▶ TASK PROMPT:
An exact reproduction of all the data is needed, with no images in it.

▶ DATA RECORDS:
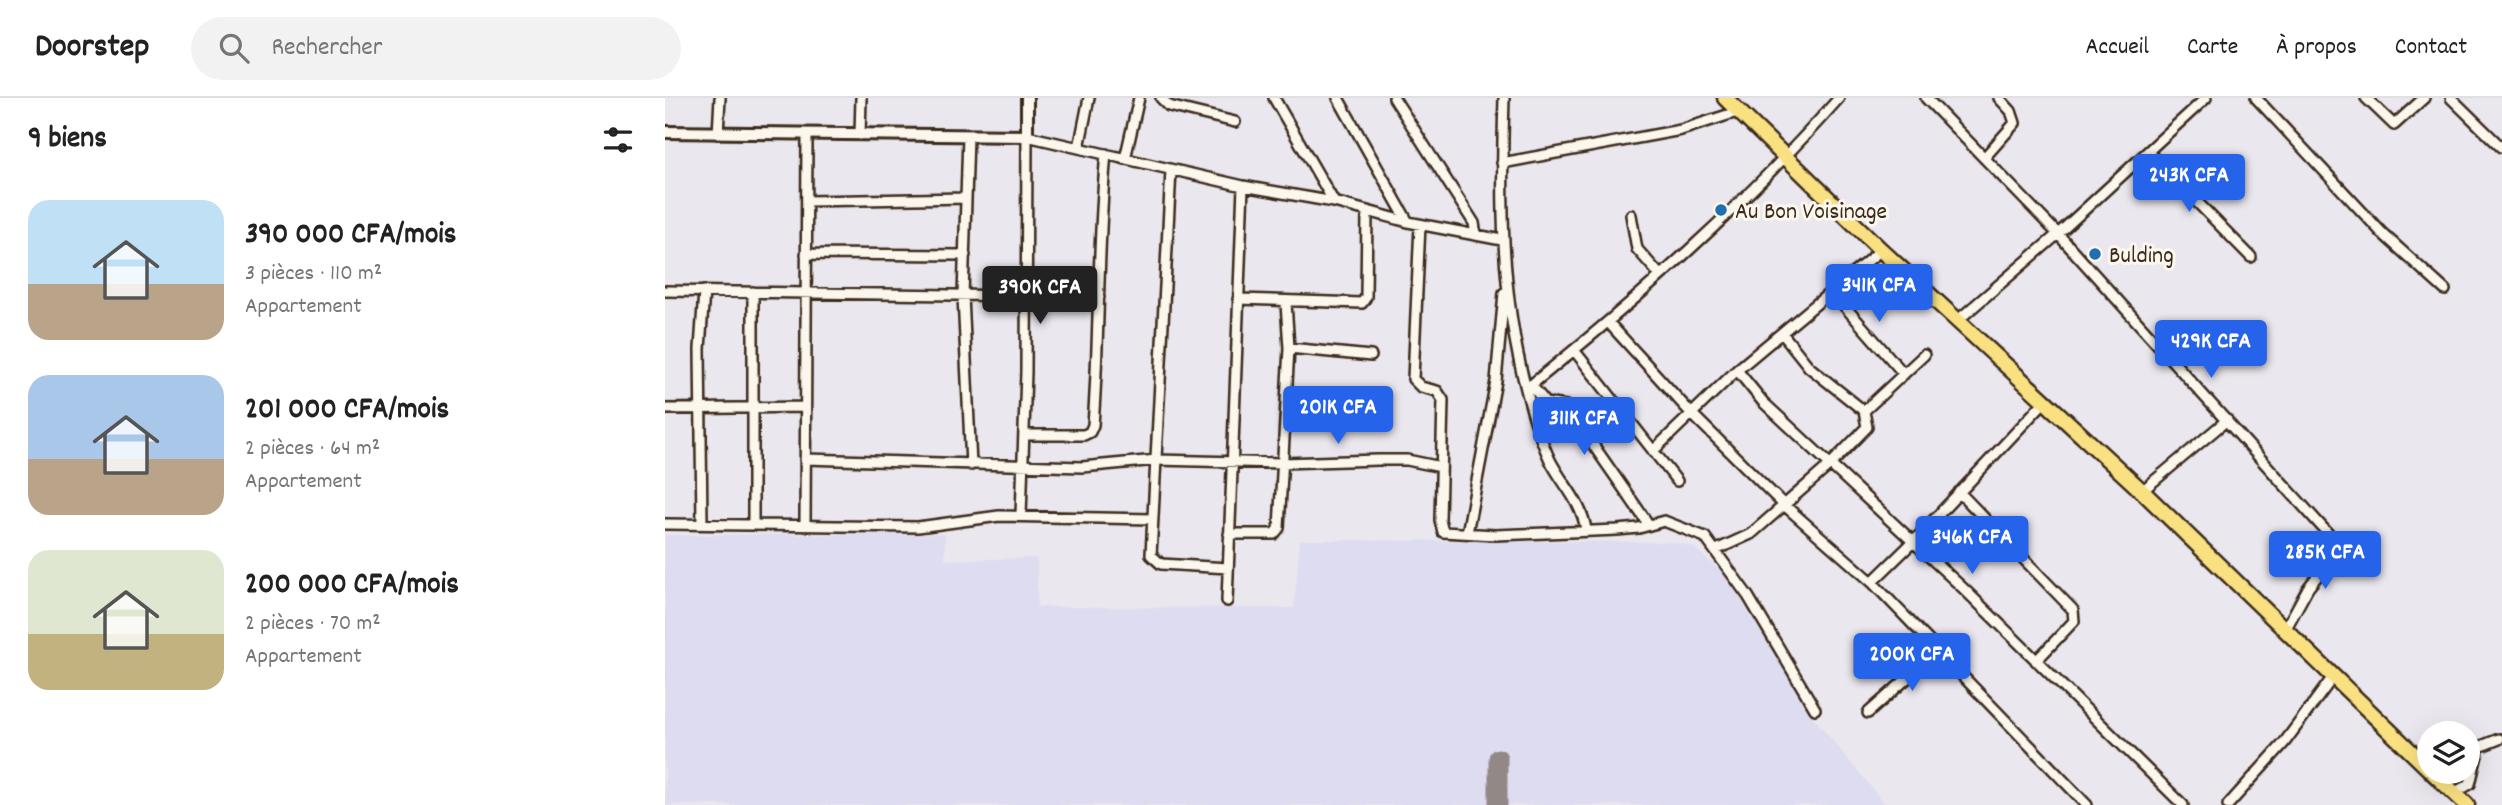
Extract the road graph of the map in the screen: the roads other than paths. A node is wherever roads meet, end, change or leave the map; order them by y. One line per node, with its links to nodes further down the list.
1 (719, 98): 23 (street)
2 (860, 98): 24 (street)
3 (1027, 98): 27 (street)
4 (1089, 98): 29 (street)
5 (1139, 98): 34 (street)
6 (1274, 98): 40 (street)
7 (1338, 98): 43 (street)
8 (1394, 98): 46 (street)
9 (1504, 98): 35 (street)
10 (1725, 98): 20 (highway)
11 (1839, 98): 32 (street)
12 (1926, 98): 33 (street)
13 (1999, 98): 33 (street)
14 (2206, 98): 30 (street)
15 (2256, 98): 55 (street)
16 (2366, 98): 17 (street)
17 (2424, 98)
18 (2451, 98): 28 (street)
19 (1163, 99): 21 (street)
20 (1740, 111): 32 (highway); 35 (street)
21 (1235, 122)
22 (665, 132): 23 (street)
23 (718, 134): 26 (street)
24 (860, 135): 25 (street); 26 (street)
25 (968, 135): 27 (street); 38 (street)
26 (807, 136): 39 (street)
27 (1027, 136): 29 (street); 60 (street)
28 (2501, 147)
29 (1079, 148): 31 (street)
30 (2148, 152): 45 (street); 51 (street)
31 (1106, 155): 34 (street); 62 (street)
32 (1787, 158): 48 (highway); 52 (street)
33 (1983, 158): 45 (street)
34 (1125, 159): 36 (street)
35 (1503, 163): 47 (street)
36 (1171, 170): 37 (street); 86 (street)
37 (1243, 186): 40 (street); 63 (street)
38 (967, 198): 39 (street); 50 (street)
39 (808, 201): 49 (street)
40 (1334, 202): 41 (street)
41 (1367, 213): 43 (street); 64 (street)
42 (1631, 215): 52 (street)
43 (1408, 222): 44 (street)
44 (1420, 225): 46 (street); 92 (street)
45 (2058, 234): 65 (street); 82 (street)
46 (1476, 235): 47 (street)
47 (1502, 240): 53 (street)
48 (1881, 250): 59 (street); 65 (highway)
49 (806, 254): 50 (street); 58 (street)
50 (965, 255): 61 (street)
51 (2251, 257)
52 (1659, 274): 66 (street)
53 (1505, 278): 74 (street); 105 (street)
54 (665, 290): 56 (street)
55 (2445, 290)
56 (704, 291): 57 (street); 77 (street)
57 (753, 292): 58 (street); 78 (street)
58 (804, 292): 61 (street); 76 (street)
59 (1832, 292): 67 (street); 73 (street)
60 (1025, 294): 61 (street); 62 (street); 83 (street)
61 (963, 296): 90 (street)
62 (1099, 297): 83 (street)
63 (1238, 299): 64 (street); 87 (street)
64 (1286, 303): 68 (street)
65 (1957, 320): 75 (highway)
66 (1608, 322): 69 (street); 81 (street)
67 (1782, 333): 72 (street); 80 (street)
68 (1289, 348): 71 (street); 88 (street)
69 (1574, 350): 74 (street); 84 (street)
70 (1924, 355): 73 (street)
71 (1371, 356)
72 (1737, 370): 81 (street); 91 (street)
73 (1904, 374): 80 (street)
74 (1528, 387): 103 (street); 104 (street)
75 (2046, 400): 94 (highway); 95 (street)
76 (804, 407): 78 (street); 85 (street)
77 (701, 408): 78 (street); 79 (street); 100 (street)
78 (753, 408): 101 (street)
79 (665, 409)
80 (1864, 411): 91 (street)
81 (1690, 412): 84 (street); 96 (street)
82 (2227, 420): 94 (street); 112 (street)
83 (1025, 435): 89 (street)
84 (1653, 451): 93 (street)
85 (805, 460): 90 (street); 102 (street)
86 (1157, 460): 87 (street); 89 (street); 98 (street)
87 (1232, 462): 88 (street); 106 (street)
88 (1282, 463): 92 (street); 106 (street)
89 (1024, 464): 90 (street); 97 (street)
90 (971, 465)
91 (1830, 465): 96 (street); 107 (street)
92 (1441, 467): 105 (street)
93 (1677, 481)
94 (2142, 491): 112 (highway)
95 (1959, 492): 107 (street); 114 (street)
96 (1783, 504): 108 (street); 110 (street)
97 (1021, 515): 98 (street); 102 (street)
98 (1153, 519): 109 (street)
99 (665, 524): 100 (street)
100 (702, 524): 101 (street)
101 (753, 524): 102 (street)
102 (806, 524)
103 (1649, 525): 104 (street); 108 (street)
104 (1586, 530): 105 (street)
105 (1467, 533)
106 (1229, 534): 109 (street)
107 (1913, 542): 110 (street); 114 (street)
108 (1716, 550): 116 (street)
109 (1228, 568): 111 (street)
110 (1872, 582): 113 (street)
111 (1227, 601)
112 (2285, 630): 115 (highway)
113 (1938, 651): 117 (street); 122 (street)
114 (2036, 661): 123 (street)
115 (2333, 677): 119 (highway); 124 (street)
116 (1815, 709)
117 (1868, 713)
118 (2499, 739): 121 (street)
119 (2417, 758)
120 (2445, 784): 121 (highway)
121 (2454, 793): 125 (highway)
122 (2087, 805)
123 (2183, 805)
124 (2228, 805)
125 (2467, 805)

▶ EXERCISE SOLUTION:
Extract the road graph of the map in the screen: the roads other than paths. A node is wherever roads meet, end, change or leave the map; order them by y. One line per node, with its links to nodes further down the list.
1 (719, 98): 23 (street)
2 (860, 98): 24 (street)
3 (1027, 98): 27 (street)
4 (1089, 98): 29 (street)
5 (1139, 98): 34 (street)
6 (1274, 98): 40 (street)
7 (1338, 98): 43 (street)
8 (1394, 98): 46 (street)
9 (1504, 98): 35 (street)
10 (1725, 98): 20 (highway)
11 (1839, 98): 32 (street)
12 (1926, 98): 33 (street)
13 (1999, 98): 33 (street)
14 (2206, 98): 30 (street)
15 (2256, 98): 55 (street)
16 (2366, 98): 17 (street)
17 (2424, 98)
18 (2451, 98): 28 (street)
19 (1163, 99): 21 (street)
20 (1740, 111): 32 (highway); 35 (street)
21 (1235, 122)
22 (665, 132): 23 (street)
23 (718, 134): 26 (street)
24 (860, 135): 25 (street); 26 (street)
25 (968, 135): 27 (street); 38 (street)
26 (807, 136): 39 (street)
27 (1027, 136): 29 (street); 60 (street)
28 (2501, 147)
29 (1079, 148): 31 (street)
30 (2148, 152): 45 (street); 51 (street)
31 (1106, 155): 34 (street); 62 (street)
32 (1787, 158): 48 (highway); 52 (street)
33 (1983, 158): 45 (street)
34 (1125, 159): 36 (street)
35 (1503, 163): 47 (street)
36 (1171, 170): 37 (street); 86 (street)
37 (1243, 186): 40 (street); 63 (street)
38 (967, 198): 39 (street); 50 (street)
39 (808, 201): 49 (street)
40 (1334, 202): 41 (street)
41 (1367, 213): 43 (street); 64 (street)
42 (1631, 215): 52 (street)
43 (1408, 222): 44 (street)
44 (1420, 225): 46 (street); 92 (street)
45 (2058, 234): 65 (street); 82 (street)
46 (1476, 235): 47 (street)
47 (1502, 240): 53 (street)
48 (1881, 250): 59 (street); 65 (highway)
49 (806, 254): 50 (street); 58 (street)
50 (965, 255): 61 (street)
51 (2251, 257)
52 (1659, 274): 66 (street)
53 (1505, 278): 74 (street); 105 (street)
54 (665, 290): 56 (street)
55 (2445, 290)
56 (704, 291): 57 (street); 77 (street)
57 (753, 292): 58 (street); 78 (street)
58 (804, 292): 61 (street); 76 (street)
59 (1832, 292): 67 (street); 73 (street)
60 (1025, 294): 61 (street); 62 (street); 83 (street)
61 (963, 296): 90 (street)
62 (1099, 297): 83 (street)
63 (1238, 299): 64 (street); 87 (street)
64 (1286, 303): 68 (street)
65 (1957, 320): 75 (highway)
66 (1608, 322): 69 (street); 81 (street)
67 (1782, 333): 72 (street); 80 (street)
68 (1289, 348): 71 (street); 88 (street)
69 (1574, 350): 74 (street); 84 (street)
70 (1924, 355): 73 (street)
71 (1371, 356)
72 (1737, 370): 81 (street); 91 (street)
73 (1904, 374): 80 (street)
74 (1528, 387): 103 (street); 104 (street)
75 (2046, 400): 94 (highway); 95 (street)
76 (804, 407): 78 (street); 85 (street)
77 (701, 408): 78 (street); 79 (street); 100 (street)
78 (753, 408): 101 (street)
79 (665, 409)
80 (1864, 411): 91 (street)
81 (1690, 412): 84 (street); 96 (street)
82 (2227, 420): 94 (street); 112 (street)
83 (1025, 435): 89 (street)
84 (1653, 451): 93 (street)
85 (805, 460): 90 (street); 102 (street)
86 (1157, 460): 87 (street); 89 (street); 98 (street)
87 (1232, 462): 88 (street); 106 (street)
88 (1282, 463): 92 (street); 106 (street)
89 (1024, 464): 90 (street); 97 (street)
90 (971, 465)
91 (1830, 465): 96 (street); 107 (street)
92 (1441, 467): 105 (street)
93 (1677, 481)
94 (2142, 491): 112 (highway)
95 (1959, 492): 107 (street); 114 (street)
96 (1783, 504): 108 (street); 110 (street)
97 (1021, 515): 98 (street); 102 (street)
98 (1153, 519): 109 (street)
99 (665, 524): 100 (street)
100 (702, 524): 101 (street)
101 (753, 524): 102 (street)
102 (806, 524)
103 (1649, 525): 104 (street); 108 (street)
104 (1586, 530): 105 (street)
105 (1467, 533)
106 (1229, 534): 109 (street)
107 (1913, 542): 110 (street); 114 (street)
108 (1716, 550): 116 (street)
109 (1228, 568): 111 (street)
110 (1872, 582): 113 (street)
111 (1227, 601)
112 (2285, 630): 115 (highway)
113 (1938, 651): 117 (street); 122 (street)
114 (2036, 661): 123 (street)
115 (2333, 677): 119 (highway); 124 (street)
116 (1815, 709)
117 (1868, 713)
118 (2499, 739): 121 (street)
119 (2417, 758)
120 (2445, 784): 121 (highway)
121 (2454, 793): 125 (highway)
122 (2087, 805)
123 (2183, 805)
124 (2228, 805)
125 (2467, 805)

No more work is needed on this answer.